Speaking to the largest graduating class in the history of the two-year, Church-owned college, Elder Eyring told the graduates, "When you line yourself up with the purposes of heaven, you get the help of heaven."Elder Eyring, who serves as the Church Commissioner of Education, was the keynote speaker at the 109th graduation ceremonies, during which 2,946 degrees were awarded to a record-breaking 2,874 graduates.

This year's graduating class is an increase of 119 students compared to the 2,755 who graduated in 1997. The class of 1998 has 1,153 men, 1,721 women, 1,100 returned missionaries, 458 married students and 78 foreign students.

Elder Eyring, who was accompanied by his wife, Kathleen, said when a person is obedient to Heavenly Father's plan and the commands of the Savior, "The Atonement can work in you to soften and change your heart. Your desire to work hard and to do good increases."

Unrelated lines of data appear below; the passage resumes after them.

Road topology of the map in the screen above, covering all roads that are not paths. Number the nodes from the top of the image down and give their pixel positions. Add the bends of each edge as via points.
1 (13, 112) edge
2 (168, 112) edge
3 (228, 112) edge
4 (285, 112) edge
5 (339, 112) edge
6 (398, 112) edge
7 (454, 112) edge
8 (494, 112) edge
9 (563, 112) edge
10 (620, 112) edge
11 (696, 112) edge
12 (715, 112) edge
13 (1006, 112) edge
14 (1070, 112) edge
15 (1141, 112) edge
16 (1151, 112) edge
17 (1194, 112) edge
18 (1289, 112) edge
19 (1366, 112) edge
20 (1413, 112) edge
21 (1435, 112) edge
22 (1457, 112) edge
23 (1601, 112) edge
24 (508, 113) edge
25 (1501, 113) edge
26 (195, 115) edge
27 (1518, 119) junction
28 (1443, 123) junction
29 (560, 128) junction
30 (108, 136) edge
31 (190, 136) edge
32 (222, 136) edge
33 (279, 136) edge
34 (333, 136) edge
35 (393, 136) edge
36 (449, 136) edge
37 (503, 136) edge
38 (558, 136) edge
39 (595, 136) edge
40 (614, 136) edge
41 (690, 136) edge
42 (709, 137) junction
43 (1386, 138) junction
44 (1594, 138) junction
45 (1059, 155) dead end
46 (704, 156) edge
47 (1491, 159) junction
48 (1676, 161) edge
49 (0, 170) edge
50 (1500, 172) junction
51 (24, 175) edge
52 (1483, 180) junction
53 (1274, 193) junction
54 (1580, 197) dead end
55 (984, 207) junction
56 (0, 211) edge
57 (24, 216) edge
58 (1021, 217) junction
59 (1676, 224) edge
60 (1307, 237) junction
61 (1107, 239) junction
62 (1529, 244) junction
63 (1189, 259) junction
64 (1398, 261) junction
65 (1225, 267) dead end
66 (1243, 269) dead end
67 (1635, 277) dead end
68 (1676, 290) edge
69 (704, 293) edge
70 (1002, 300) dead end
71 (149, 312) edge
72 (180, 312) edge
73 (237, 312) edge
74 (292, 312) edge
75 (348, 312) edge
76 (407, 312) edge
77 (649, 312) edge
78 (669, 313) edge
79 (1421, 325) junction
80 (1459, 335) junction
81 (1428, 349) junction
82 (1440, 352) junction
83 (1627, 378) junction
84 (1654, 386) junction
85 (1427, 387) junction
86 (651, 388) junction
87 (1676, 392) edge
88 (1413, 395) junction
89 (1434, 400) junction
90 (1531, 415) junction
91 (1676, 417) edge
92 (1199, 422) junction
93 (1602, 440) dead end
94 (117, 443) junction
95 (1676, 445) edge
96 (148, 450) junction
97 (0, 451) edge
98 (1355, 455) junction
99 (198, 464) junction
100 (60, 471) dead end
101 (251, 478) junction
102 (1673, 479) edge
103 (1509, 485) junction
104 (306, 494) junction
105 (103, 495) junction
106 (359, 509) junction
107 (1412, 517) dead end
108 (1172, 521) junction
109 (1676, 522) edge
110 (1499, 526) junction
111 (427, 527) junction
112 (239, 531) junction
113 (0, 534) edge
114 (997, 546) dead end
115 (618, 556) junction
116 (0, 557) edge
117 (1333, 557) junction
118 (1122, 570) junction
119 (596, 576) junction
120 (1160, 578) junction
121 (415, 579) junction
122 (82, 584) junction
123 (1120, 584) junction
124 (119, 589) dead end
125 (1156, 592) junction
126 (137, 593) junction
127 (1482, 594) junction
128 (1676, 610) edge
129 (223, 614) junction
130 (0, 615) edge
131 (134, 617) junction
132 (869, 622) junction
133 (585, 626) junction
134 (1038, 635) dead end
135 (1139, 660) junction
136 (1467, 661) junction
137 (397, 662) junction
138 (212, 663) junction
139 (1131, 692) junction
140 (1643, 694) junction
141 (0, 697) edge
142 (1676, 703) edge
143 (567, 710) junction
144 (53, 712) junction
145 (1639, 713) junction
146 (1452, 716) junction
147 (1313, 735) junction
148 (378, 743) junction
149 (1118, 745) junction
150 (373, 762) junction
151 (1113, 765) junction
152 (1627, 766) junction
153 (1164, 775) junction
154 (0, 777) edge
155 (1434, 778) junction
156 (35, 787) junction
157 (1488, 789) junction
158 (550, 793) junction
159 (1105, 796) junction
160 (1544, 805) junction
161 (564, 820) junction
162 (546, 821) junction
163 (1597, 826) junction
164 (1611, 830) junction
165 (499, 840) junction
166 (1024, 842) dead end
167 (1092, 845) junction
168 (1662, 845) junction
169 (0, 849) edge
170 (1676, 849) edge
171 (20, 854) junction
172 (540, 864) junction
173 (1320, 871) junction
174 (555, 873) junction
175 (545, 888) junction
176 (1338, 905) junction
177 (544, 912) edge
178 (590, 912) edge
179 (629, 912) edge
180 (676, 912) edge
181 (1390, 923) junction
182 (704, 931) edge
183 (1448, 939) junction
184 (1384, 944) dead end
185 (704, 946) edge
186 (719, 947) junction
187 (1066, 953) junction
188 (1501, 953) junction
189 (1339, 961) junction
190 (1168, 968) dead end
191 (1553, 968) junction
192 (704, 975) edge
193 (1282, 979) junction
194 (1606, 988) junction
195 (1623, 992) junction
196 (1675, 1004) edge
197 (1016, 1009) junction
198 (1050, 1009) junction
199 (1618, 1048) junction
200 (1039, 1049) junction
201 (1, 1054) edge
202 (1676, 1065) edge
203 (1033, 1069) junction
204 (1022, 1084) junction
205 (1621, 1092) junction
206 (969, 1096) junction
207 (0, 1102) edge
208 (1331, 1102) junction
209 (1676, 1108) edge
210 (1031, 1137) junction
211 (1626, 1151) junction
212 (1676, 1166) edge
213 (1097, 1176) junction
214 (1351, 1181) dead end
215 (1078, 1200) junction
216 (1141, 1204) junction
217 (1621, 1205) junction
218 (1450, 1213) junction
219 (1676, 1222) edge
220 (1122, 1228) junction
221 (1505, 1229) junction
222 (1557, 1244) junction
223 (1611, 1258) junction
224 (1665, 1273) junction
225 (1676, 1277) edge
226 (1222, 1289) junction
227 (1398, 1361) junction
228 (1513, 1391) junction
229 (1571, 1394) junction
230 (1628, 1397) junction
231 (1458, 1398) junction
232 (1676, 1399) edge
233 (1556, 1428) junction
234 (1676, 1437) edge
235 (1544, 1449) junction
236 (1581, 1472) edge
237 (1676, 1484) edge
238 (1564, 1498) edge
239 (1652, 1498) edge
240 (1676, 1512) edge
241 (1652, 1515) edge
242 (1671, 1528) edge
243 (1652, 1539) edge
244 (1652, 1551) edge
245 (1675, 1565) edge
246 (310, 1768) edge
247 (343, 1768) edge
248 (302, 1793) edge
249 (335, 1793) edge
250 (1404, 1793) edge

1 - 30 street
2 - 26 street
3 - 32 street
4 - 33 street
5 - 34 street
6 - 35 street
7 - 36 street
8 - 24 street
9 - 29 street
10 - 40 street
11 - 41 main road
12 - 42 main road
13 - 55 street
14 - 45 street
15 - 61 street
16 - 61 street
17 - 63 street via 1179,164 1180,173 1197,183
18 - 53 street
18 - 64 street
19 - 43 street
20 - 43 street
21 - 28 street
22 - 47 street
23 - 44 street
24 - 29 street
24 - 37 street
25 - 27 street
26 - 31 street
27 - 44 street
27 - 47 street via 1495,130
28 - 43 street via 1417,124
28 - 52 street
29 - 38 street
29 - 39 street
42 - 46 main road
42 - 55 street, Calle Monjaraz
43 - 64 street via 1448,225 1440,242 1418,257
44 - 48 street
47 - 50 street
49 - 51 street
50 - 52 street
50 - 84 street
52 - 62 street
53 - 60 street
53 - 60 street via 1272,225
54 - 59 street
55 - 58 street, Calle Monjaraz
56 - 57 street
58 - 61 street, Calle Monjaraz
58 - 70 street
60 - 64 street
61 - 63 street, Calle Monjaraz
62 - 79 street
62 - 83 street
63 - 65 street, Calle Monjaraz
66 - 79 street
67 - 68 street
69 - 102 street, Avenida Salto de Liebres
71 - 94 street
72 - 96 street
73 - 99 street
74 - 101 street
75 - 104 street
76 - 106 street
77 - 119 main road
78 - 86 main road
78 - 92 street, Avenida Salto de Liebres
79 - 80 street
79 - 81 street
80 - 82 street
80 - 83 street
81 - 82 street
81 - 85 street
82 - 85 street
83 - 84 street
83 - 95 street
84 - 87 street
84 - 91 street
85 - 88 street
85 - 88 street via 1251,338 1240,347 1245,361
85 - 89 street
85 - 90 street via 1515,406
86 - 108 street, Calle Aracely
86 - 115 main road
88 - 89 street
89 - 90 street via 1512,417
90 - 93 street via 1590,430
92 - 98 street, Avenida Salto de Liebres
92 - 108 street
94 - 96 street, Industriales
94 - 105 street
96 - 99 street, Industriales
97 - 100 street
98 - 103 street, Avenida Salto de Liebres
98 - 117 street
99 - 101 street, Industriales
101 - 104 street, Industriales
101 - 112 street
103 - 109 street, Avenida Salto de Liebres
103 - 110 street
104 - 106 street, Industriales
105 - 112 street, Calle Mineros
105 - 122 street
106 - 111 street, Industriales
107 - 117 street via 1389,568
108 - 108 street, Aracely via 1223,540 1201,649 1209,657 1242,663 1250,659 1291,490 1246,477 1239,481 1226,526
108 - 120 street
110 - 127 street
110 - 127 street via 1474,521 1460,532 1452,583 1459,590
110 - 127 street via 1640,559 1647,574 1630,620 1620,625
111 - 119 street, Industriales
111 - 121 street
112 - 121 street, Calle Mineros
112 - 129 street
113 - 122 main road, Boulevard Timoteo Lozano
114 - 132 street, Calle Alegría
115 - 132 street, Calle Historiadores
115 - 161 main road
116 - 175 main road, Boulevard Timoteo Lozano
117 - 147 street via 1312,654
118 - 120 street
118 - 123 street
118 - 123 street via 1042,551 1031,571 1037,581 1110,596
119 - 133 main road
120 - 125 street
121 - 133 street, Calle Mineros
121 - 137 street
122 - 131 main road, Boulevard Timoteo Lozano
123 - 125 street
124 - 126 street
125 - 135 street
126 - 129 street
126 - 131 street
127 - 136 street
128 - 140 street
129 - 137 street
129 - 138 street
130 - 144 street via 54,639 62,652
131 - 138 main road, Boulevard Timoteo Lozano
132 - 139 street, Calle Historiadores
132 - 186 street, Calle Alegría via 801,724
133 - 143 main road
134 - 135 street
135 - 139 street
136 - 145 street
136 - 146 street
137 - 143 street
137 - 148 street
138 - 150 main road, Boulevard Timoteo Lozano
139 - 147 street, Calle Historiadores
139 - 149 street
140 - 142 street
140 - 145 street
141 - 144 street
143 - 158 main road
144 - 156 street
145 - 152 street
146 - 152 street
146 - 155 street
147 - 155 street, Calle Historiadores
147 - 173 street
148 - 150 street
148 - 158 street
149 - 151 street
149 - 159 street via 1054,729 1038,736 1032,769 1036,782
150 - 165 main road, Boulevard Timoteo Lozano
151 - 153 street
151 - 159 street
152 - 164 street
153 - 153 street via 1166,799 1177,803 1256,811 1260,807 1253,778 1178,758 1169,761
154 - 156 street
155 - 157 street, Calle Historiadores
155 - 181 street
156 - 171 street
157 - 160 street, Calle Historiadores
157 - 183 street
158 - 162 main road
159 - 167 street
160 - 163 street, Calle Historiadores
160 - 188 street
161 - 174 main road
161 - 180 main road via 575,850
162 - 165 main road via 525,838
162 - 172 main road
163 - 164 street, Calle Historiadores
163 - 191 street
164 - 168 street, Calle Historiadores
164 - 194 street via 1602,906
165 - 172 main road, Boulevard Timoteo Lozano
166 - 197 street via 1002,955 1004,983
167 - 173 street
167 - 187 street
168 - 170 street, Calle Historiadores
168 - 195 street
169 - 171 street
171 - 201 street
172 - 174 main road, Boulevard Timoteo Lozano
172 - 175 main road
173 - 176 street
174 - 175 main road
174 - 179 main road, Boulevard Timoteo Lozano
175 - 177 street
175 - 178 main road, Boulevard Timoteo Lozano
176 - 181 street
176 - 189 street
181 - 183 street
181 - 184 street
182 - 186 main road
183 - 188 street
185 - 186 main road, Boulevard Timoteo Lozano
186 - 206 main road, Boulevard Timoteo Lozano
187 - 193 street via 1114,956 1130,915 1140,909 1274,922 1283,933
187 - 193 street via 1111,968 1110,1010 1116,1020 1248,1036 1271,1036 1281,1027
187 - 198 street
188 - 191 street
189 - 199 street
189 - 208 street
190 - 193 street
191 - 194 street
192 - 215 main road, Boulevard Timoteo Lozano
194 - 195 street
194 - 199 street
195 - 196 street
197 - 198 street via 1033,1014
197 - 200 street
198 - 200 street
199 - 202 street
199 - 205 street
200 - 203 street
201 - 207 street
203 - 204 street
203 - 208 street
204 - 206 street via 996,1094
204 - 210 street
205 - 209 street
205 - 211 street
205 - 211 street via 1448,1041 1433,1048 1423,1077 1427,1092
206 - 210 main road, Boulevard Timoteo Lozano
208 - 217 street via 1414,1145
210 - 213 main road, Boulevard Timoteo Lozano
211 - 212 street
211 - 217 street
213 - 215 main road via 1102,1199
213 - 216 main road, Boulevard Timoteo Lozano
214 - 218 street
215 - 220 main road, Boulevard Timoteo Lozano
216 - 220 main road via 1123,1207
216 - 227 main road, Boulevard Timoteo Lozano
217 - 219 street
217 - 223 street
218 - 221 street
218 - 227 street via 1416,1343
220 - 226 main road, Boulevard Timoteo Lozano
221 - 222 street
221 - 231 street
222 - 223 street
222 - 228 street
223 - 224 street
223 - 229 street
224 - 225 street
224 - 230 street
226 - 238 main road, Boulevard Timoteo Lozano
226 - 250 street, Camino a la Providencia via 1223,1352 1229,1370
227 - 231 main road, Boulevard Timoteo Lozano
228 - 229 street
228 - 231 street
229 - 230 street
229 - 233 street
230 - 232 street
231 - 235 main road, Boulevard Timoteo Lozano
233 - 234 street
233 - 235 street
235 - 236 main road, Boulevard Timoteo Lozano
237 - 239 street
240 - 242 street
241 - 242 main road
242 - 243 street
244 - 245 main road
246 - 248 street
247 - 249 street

He added, "Our problem, then, is to learn how to get ourselves lined up with the purposes of heaven."

He encouraged the graduates to find their new bishop immediately upon leaving Ricks and to tell him that they are ready to serve in any way he wishes.

"When the bishop calls you to serve, you will be on the Lord's errand," he said. "And when you are on the Lord's errand, you are entitled to the Lord's help."

Elder Eyring told of several personal experiences when he was willing to serve, even when he was in the military or in a challenging graduate school.

"My powers were increased and miracles came both in my education and in my service in the Church," he said.

"The Lord blesses those who try to serve Him, and He tells us what He would have us do to serve Him though His servants who hold keys," he said. "When we answer `yes' and when we persist in working hard in those calls, we assure ourselves of help far beyond and above our own powers."

Elder Eyring told the graduates they had succeeded at Ricks because of miracles that had happened in their lives.

"In every graduate's life there came the help of heaven," he said. "If we had time . . . they could tell us story after story. For some, it would be the day when they found just the right reference they needed to write an assigned paper. For another, it would be a sudden flash of insight during a feverish night of preparation for a test in mathematics. Or it might have been when a check arrived just in time to pay a bill."

He said some people call such occurrences "coincidences or simply the result of a natural process. But to the student who felt the miracle, it was more. He or she felt what we all have felt - that quiet assurance that the help came from heaven."

Participating in his first graduation at Ricks, its new president, David A. Bednar, honored both the graduates and their families and said it was a day to celebrate their accomplishments.